◆ Work task: Each line below that contains "edges" should be counted. Give only the total.
Segment Open
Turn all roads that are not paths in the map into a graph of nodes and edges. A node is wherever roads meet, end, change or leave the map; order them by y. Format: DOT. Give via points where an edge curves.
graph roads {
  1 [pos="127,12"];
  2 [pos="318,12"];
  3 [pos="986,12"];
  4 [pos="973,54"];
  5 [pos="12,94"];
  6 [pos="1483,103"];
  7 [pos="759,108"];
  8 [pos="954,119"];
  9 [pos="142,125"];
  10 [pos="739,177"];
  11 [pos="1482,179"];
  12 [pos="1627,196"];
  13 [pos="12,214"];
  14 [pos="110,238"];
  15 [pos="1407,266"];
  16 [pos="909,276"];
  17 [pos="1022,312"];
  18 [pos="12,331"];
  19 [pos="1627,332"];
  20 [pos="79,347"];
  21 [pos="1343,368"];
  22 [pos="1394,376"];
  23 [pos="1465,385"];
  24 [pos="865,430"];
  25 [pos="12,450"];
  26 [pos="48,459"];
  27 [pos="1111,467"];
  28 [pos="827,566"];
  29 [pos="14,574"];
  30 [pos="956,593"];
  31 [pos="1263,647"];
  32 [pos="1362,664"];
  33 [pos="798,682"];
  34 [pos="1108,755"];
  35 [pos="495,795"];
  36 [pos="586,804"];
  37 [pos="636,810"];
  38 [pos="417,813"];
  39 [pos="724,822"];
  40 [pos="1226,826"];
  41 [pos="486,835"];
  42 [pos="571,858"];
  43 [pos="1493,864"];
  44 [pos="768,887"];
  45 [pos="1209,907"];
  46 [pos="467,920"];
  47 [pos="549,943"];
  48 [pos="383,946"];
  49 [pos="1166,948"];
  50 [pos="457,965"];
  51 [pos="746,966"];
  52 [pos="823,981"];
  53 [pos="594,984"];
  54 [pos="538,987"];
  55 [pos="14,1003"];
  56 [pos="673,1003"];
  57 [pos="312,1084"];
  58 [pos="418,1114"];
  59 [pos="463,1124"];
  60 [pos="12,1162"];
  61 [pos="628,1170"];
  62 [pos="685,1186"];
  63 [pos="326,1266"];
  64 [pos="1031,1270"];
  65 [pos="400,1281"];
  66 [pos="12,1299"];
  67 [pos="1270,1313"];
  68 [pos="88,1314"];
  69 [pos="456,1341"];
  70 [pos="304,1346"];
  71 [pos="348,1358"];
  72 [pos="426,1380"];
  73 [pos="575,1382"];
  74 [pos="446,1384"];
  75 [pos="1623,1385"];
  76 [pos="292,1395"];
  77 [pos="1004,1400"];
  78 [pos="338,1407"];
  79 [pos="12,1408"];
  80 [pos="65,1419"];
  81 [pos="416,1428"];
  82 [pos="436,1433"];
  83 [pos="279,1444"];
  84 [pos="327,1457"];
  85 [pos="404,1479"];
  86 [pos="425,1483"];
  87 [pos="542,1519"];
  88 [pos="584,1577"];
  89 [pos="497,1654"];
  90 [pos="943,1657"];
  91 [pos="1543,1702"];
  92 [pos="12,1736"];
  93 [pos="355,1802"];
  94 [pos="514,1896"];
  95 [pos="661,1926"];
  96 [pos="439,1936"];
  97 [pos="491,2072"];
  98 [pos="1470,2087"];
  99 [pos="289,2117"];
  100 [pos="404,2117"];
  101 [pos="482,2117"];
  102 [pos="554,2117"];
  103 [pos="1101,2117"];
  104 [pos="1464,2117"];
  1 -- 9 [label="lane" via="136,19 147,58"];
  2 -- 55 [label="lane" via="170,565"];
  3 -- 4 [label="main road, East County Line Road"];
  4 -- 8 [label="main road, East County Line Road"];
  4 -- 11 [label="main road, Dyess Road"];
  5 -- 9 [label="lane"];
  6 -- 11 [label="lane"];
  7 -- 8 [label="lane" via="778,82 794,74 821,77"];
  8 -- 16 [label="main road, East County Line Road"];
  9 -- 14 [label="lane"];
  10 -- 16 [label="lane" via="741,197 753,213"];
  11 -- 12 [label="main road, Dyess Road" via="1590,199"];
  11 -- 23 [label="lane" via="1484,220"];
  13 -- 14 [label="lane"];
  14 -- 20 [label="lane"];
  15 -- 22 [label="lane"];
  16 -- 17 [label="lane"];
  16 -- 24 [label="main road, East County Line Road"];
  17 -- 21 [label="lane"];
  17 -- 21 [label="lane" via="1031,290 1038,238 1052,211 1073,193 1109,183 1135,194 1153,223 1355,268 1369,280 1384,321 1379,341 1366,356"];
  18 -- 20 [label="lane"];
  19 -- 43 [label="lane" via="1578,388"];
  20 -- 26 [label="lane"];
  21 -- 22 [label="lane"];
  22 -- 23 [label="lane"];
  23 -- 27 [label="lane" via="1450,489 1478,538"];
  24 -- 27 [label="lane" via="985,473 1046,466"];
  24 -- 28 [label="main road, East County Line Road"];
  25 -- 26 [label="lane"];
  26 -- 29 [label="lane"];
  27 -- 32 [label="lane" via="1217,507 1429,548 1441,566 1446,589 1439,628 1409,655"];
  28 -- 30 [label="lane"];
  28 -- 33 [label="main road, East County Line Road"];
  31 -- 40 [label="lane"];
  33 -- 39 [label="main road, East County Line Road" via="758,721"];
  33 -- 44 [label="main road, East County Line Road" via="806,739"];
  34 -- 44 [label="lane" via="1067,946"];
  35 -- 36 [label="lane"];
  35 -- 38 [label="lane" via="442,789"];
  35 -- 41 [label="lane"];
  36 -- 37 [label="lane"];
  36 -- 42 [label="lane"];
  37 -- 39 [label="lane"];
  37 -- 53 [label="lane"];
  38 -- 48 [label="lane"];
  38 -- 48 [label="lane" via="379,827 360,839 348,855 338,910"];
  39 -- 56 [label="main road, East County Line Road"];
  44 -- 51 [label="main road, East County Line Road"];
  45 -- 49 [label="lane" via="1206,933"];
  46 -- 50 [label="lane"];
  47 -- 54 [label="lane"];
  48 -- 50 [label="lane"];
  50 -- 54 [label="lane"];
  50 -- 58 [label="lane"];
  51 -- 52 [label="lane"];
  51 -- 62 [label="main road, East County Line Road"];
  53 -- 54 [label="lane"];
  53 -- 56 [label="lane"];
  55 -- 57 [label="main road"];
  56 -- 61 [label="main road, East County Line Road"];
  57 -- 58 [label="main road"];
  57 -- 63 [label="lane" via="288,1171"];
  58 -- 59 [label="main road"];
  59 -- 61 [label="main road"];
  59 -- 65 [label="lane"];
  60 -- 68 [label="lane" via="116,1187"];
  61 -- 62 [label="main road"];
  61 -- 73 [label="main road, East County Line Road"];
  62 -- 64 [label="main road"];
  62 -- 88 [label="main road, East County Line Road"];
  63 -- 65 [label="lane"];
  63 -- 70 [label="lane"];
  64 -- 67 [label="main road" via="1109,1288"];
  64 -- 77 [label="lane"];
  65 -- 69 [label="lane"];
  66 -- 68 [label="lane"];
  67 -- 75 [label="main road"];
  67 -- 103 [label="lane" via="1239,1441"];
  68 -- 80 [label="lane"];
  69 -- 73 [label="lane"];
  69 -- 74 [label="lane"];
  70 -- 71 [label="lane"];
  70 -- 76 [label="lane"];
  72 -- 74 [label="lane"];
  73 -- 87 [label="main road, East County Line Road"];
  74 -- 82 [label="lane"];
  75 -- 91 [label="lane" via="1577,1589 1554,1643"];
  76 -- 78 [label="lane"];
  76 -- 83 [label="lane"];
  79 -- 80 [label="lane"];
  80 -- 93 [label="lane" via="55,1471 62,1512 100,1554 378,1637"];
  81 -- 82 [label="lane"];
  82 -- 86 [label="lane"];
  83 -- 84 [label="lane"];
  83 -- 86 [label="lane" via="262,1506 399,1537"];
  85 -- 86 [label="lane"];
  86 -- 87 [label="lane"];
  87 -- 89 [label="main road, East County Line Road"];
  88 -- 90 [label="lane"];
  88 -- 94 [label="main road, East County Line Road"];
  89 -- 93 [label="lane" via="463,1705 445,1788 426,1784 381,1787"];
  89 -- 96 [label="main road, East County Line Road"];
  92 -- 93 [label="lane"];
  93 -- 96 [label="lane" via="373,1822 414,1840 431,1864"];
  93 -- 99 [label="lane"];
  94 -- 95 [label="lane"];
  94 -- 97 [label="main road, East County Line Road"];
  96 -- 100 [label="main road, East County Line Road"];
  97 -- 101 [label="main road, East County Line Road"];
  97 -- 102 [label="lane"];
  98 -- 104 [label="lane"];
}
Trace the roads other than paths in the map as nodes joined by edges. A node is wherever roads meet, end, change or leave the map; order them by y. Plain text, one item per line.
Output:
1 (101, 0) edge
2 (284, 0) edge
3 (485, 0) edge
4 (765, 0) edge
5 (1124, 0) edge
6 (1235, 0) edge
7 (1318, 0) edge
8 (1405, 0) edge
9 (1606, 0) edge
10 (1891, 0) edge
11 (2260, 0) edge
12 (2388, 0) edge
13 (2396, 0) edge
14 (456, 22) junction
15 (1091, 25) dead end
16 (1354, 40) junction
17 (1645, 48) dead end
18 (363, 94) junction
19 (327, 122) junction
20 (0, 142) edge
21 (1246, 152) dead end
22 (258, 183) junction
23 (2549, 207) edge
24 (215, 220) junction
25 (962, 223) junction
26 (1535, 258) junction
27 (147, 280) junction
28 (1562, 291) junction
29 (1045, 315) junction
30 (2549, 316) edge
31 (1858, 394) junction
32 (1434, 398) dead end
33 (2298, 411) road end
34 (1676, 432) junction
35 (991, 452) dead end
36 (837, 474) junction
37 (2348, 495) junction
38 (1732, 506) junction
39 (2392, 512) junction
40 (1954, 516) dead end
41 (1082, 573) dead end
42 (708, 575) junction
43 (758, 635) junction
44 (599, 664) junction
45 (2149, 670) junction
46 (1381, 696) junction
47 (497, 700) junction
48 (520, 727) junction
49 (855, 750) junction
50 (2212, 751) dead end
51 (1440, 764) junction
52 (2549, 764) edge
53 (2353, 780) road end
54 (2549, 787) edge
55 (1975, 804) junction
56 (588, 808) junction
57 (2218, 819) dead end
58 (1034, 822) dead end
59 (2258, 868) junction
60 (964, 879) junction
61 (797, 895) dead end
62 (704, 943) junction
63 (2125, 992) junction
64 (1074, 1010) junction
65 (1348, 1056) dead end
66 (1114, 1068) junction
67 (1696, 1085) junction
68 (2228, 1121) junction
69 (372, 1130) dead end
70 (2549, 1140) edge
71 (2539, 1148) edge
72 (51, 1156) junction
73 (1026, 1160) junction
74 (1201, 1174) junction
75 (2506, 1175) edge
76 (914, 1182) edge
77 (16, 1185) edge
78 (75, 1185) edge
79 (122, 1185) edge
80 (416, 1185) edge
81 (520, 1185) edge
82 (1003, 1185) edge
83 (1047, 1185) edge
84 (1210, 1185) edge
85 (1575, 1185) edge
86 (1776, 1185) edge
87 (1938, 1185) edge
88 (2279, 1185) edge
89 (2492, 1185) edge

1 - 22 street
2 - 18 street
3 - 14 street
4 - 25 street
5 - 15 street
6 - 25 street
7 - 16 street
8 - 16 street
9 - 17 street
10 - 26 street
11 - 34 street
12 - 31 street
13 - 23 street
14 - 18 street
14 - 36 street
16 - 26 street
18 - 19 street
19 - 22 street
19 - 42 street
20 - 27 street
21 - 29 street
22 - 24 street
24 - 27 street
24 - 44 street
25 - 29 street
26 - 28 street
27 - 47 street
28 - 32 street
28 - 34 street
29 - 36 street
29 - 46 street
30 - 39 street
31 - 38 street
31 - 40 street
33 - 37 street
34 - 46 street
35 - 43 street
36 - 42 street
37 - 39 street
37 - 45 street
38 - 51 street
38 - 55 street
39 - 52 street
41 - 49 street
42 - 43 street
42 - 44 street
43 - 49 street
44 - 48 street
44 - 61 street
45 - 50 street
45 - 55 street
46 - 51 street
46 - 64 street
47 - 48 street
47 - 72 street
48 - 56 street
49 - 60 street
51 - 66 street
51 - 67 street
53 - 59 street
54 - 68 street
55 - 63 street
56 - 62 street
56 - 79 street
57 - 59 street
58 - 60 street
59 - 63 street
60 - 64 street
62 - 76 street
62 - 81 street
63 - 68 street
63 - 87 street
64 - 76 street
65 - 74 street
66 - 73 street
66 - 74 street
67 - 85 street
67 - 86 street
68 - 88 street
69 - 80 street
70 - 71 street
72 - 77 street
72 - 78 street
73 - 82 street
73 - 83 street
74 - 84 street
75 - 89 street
Segment Closed
◆ Answer to this task: 2